### WORK INSTRUCTIONS:
What you return should be the complete data below, word for word, with no pictures in it.
Top of PROVIDED MATERIAL
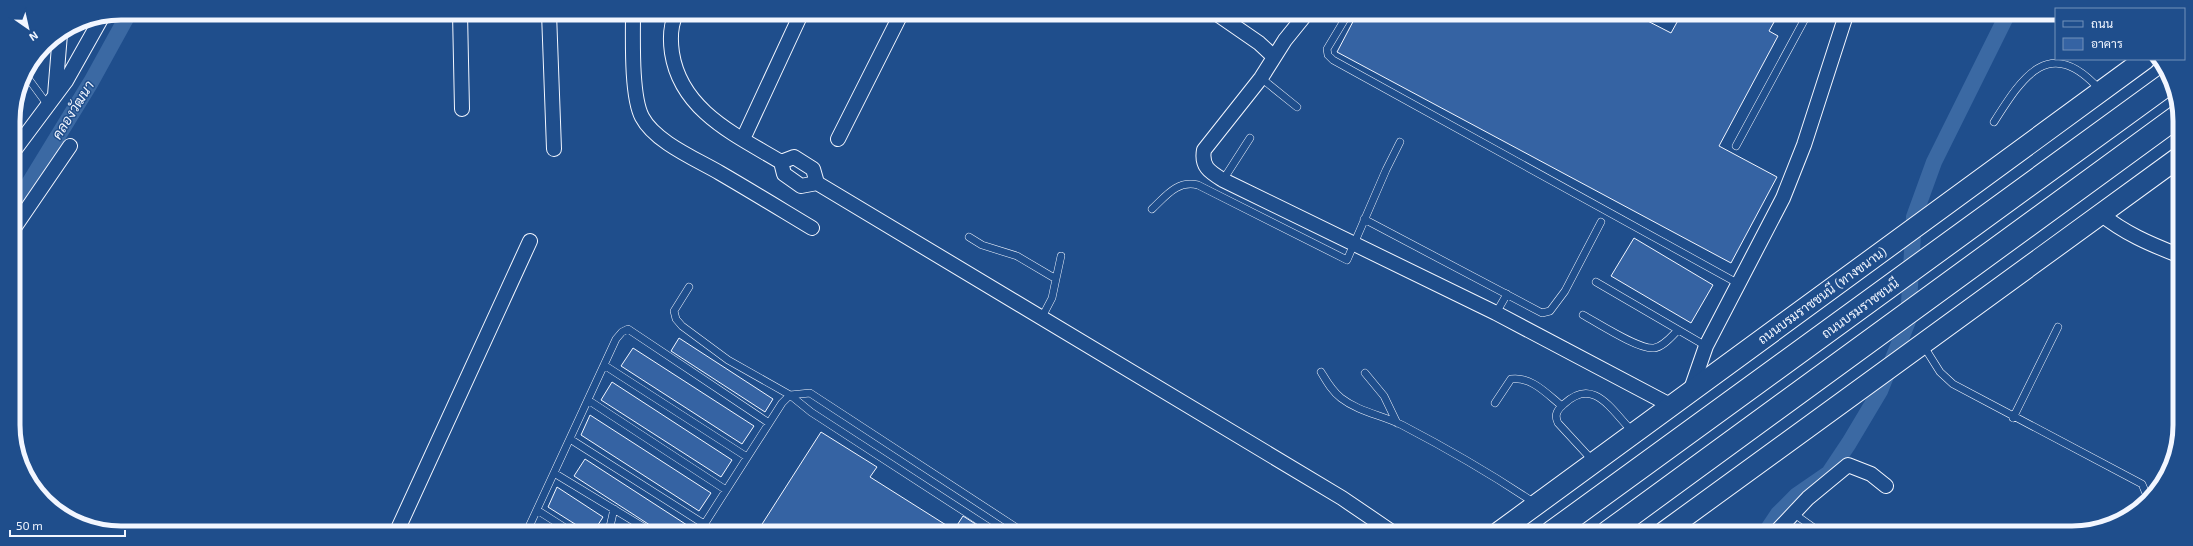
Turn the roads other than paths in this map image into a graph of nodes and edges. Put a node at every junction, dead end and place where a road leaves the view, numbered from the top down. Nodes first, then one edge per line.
1 (460, 20) edge
2 (549, 20) edge
3 (633, 20) edge
4 (674, 20) edge
5 (798, 20) edge
6 (898, 20) edge
7 (1226, 20) edge
8 (1302, 20) edge
9 (1344, 20) edge
10 (1804, 20) edge
11 (1844, 20) edge
12 (99, 22) edge
13 (59, 42) edge
14 (1274, 57) junction
15 (2144, 60) edge
16 (1261, 78) junction
17 (30, 79) edge
18 (2166, 85) edge
19 (2101, 91) junction
20 (51, 100) junction
21 (1297, 107) dead end
22 (462, 110) dead end
23 (2173, 120) edge
24 (1994, 122) dead end
25 (1250, 138) dead end
26 (744, 139) junction
27 (838, 140) dead end
28 (20, 142) edge
29 (1400, 142) dead end
30 (70, 146) dead end
31 (1736, 146) dead end
32 (554, 149) dead end
33 (781, 162) junction
34 (2173, 162) edge
35 (1223, 180) junction
36 (817, 183) junction
37 (1152, 209) dead end
38 (2101, 214) junction
39 (20, 219) edge
40 (1364, 219) junction
41 (1602, 222) dead end
42 (812, 228) dead end
43 (969, 237) dead end
44 (530, 241) dead end
45 (1354, 243) junction
46 (2173, 253) edge
47 (1061, 256) dead end
48 (1056, 279) junction
49 (1596, 282) dead end
50 (1739, 284) junction
51 (689, 287) dead end
52 (1507, 294) junction
53 (1496, 313) junction
54 (1583, 316) dead end
55 (1041, 319) junction
56 (2058, 327) dead end
57 (1678, 330) junction
58 (1706, 346) junction
59 (1920, 346) junction
60 (604, 365) junction
61 (1321, 372) dead end
62 (1365, 372) dead end
63 (1690, 392) junction
64 (790, 396) junction
65 (588, 400) junction
66 (1495, 403) dead end
67 (1562, 406) junction
68 (1672, 406) junction
69 (2014, 418) junction
70 (769, 423) junction
71 (1397, 423) junction
72 (1634, 433) junction
73 (570, 439) junction
74 (747, 457) junction
75 (1594, 462) junction
76 (554, 473) junction
77 (1886, 486) dead end
78 (726, 490) junction
79 (2146, 493) edge
80 (1537, 504) junction
81 (614, 509) junction
82 (537, 510) junction
83 (1793, 513) junction
84 (704, 524) joint
85 (399, 526) edge
86 (529, 526) edge
87 (562, 526) edge
88 (610, 526) edge
89 (642, 526) edge
90 (987, 526) edge
91 (1014, 526) edge
92 (1383, 526) edge
93 (1507, 526) edge
94 (1560, 526) edge
95 (1616, 526) edge
96 (1672, 526) edge
97 (1781, 526) edge
98 (1812, 526) edge

1 - 22 street
2 - 32 street
3 - 42 street
4 - 26 street
5 - 26 street
6 - 27 street
7 - 14 street
8 - 14 street
9 - 50 lane
10 - 31 lane
11 - 50 street
12 - 20 street
13 - 20 street
14 - 16 street
15 - 19 main road, ถนนบรมราชชนนี (ทางขนาน)
16 - 21 lane
16 - 35 street
17 - 20 lane
18 - 94 highway, ถนนบรมราชชนนี
19 - 24 lane
19 - 63 main road, ถนนบรมราชชนนี (ทางขนาน)
20 - 28 street
23 - 95 highway
25 - 35 lane
26 - 33 street
29 - 40 lane
30 - 39 street
33 - 36 street
33 - 36 street
34 - 38 main road
35 - 45 street
36 - 55 street
37 - 45 lane
38 - 46 street
38 - 59 main road
40 - 45 lane
40 - 52 lane
41 - 52 lane
43 - 48 lane
44 - 85 street
45 - 53 street
47 - 48 lane
48 - 55 lane
49 - 57 lane
50 - 58 street
51 - 64 lane
52 - 53 lane
53 - 68 street
54 - 57 lane
55 - 92 street
56 - 69 lane
57 - 58 lane
58 - 63 street
59 - 69 lane
59 - 96 main road
60 - 65 lane
60 - 70 lane
60 - 74 lane
61 - 71 lane
62 - 71 lane
63 - 68 main road, ถนนบรมราชชนนี (ทางขนาน)
64 - 70 lane
64 - 90 lane
64 - 91 lane
65 - 73 lane
65 - 78 lane
66 - 67 lane
67 - 72 lane
67 - 75 lane
68 - 72 main road, ถนนบรมราชชนนี (ทางขนาน)
69 - 79 lane
70 - 74 lane
71 - 80 lane
72 - 75 main road, ถนนบรมราชชนนี (ทางขนาน)
73 - 76 lane
73 - 84 lane
74 - 78 lane
75 - 80 main road, ถนนบรมราชชนนี (ทางขนาน)
76 - 81 lane
76 - 82 lane
77 - 83 street
78 - 84 lane
80 - 93 main road, ถนนบรมราชชนนี (ทางขนาน)
81 - 88 lane
81 - 89 lane
82 - 86 lane
82 - 87 lane
83 - 97 street
83 - 98 lane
Bottom of PROVIDED MATERIAL
### TASK OUTPUT:
Turn the roads other than paths in this map image into a graph of nodes and edges. Put a node at every junction, dead end and place where a road leaves the view, numbered from the top down. Nodes first, then one edge per line.
1 (460, 20) edge
2 (549, 20) edge
3 (633, 20) edge
4 (674, 20) edge
5 (798, 20) edge
6 (898, 20) edge
7 (1226, 20) edge
8 (1302, 20) edge
9 (1344, 20) edge
10 (1804, 20) edge
11 (1844, 20) edge
12 (99, 22) edge
13 (59, 42) edge
14 (1274, 57) junction
15 (2144, 60) edge
16 (1261, 78) junction
17 (30, 79) edge
18 (2166, 85) edge
19 (2101, 91) junction
20 (51, 100) junction
21 (1297, 107) dead end
22 (462, 110) dead end
23 (2173, 120) edge
24 (1994, 122) dead end
25 (1250, 138) dead end
26 (744, 139) junction
27 (838, 140) dead end
28 (20, 142) edge
29 (1400, 142) dead end
30 (70, 146) dead end
31 (1736, 146) dead end
32 (554, 149) dead end
33 (781, 162) junction
34 (2173, 162) edge
35 (1223, 180) junction
36 (817, 183) junction
37 (1152, 209) dead end
38 (2101, 214) junction
39 (20, 219) edge
40 (1364, 219) junction
41 (1602, 222) dead end
42 (812, 228) dead end
43 (969, 237) dead end
44 (530, 241) dead end
45 (1354, 243) junction
46 (2173, 253) edge
47 (1061, 256) dead end
48 (1056, 279) junction
49 (1596, 282) dead end
50 (1739, 284) junction
51 (689, 287) dead end
52 (1507, 294) junction
53 (1496, 313) junction
54 (1583, 316) dead end
55 (1041, 319) junction
56 (2058, 327) dead end
57 (1678, 330) junction
58 (1706, 346) junction
59 (1920, 346) junction
60 (604, 365) junction
61 (1321, 372) dead end
62 (1365, 372) dead end
63 (1690, 392) junction
64 (790, 396) junction
65 (588, 400) junction
66 (1495, 403) dead end
67 (1562, 406) junction
68 (1672, 406) junction
69 (2014, 418) junction
70 (769, 423) junction
71 (1397, 423) junction
72 (1634, 433) junction
73 (570, 439) junction
74 (747, 457) junction
75 (1594, 462) junction
76 (554, 473) junction
77 (1886, 486) dead end
78 (726, 490) junction
79 (2146, 493) edge
80 (1537, 504) junction
81 (614, 509) junction
82 (537, 510) junction
83 (1793, 513) junction
84 (704, 524) joint
85 (399, 526) edge
86 (529, 526) edge
87 (562, 526) edge
88 (610, 526) edge
89 (642, 526) edge
90 (987, 526) edge
91 (1014, 526) edge
92 (1383, 526) edge
93 (1507, 526) edge
94 (1560, 526) edge
95 (1616, 526) edge
96 (1672, 526) edge
97 (1781, 526) edge
98 (1812, 526) edge

1 - 22 street
2 - 32 street
3 - 42 street
4 - 26 street
5 - 26 street
6 - 27 street
7 - 14 street
8 - 14 street
9 - 50 lane
10 - 31 lane
11 - 50 street
12 - 20 street
13 - 20 street
14 - 16 street
15 - 19 main road, ถนนบรมราชชนนี (ทางขนาน)
16 - 21 lane
16 - 35 street
17 - 20 lane
18 - 94 highway, ถนนบรมราชชนนี
19 - 24 lane
19 - 63 main road, ถนนบรมราชชนนี (ทางขนาน)
20 - 28 street
23 - 95 highway
25 - 35 lane
26 - 33 street
29 - 40 lane
30 - 39 street
33 - 36 street
33 - 36 street
34 - 38 main road
35 - 45 street
36 - 55 street
37 - 45 lane
38 - 46 street
38 - 59 main road
40 - 45 lane
40 - 52 lane
41 - 52 lane
43 - 48 lane
44 - 85 street
45 - 53 street
47 - 48 lane
48 - 55 lane
49 - 57 lane
50 - 58 street
51 - 64 lane
52 - 53 lane
53 - 68 street
54 - 57 lane
55 - 92 street
56 - 69 lane
57 - 58 lane
58 - 63 street
59 - 69 lane
59 - 96 main road
60 - 65 lane
60 - 70 lane
60 - 74 lane
61 - 71 lane
62 - 71 lane
63 - 68 main road, ถนนบรมราชชนนี (ทางขนาน)
64 - 70 lane
64 - 90 lane
64 - 91 lane
65 - 73 lane
65 - 78 lane
66 - 67 lane
67 - 72 lane
67 - 75 lane
68 - 72 main road, ถนนบรมราชชนนี (ทางขนาน)
69 - 79 lane
70 - 74 lane
71 - 80 lane
72 - 75 main road, ถนนบรมราชชนนี (ทางขนาน)
73 - 76 lane
73 - 84 lane
74 - 78 lane
75 - 80 main road, ถนนบรมราชชนนี (ทางขนาน)
76 - 81 lane
76 - 82 lane
77 - 83 street
78 - 84 lane
80 - 93 main road, ถนนบรมราชชนนี (ทางขนาน)
81 - 88 lane
81 - 89 lane
82 - 86 lane
82 - 87 lane
83 - 97 street
83 - 98 lane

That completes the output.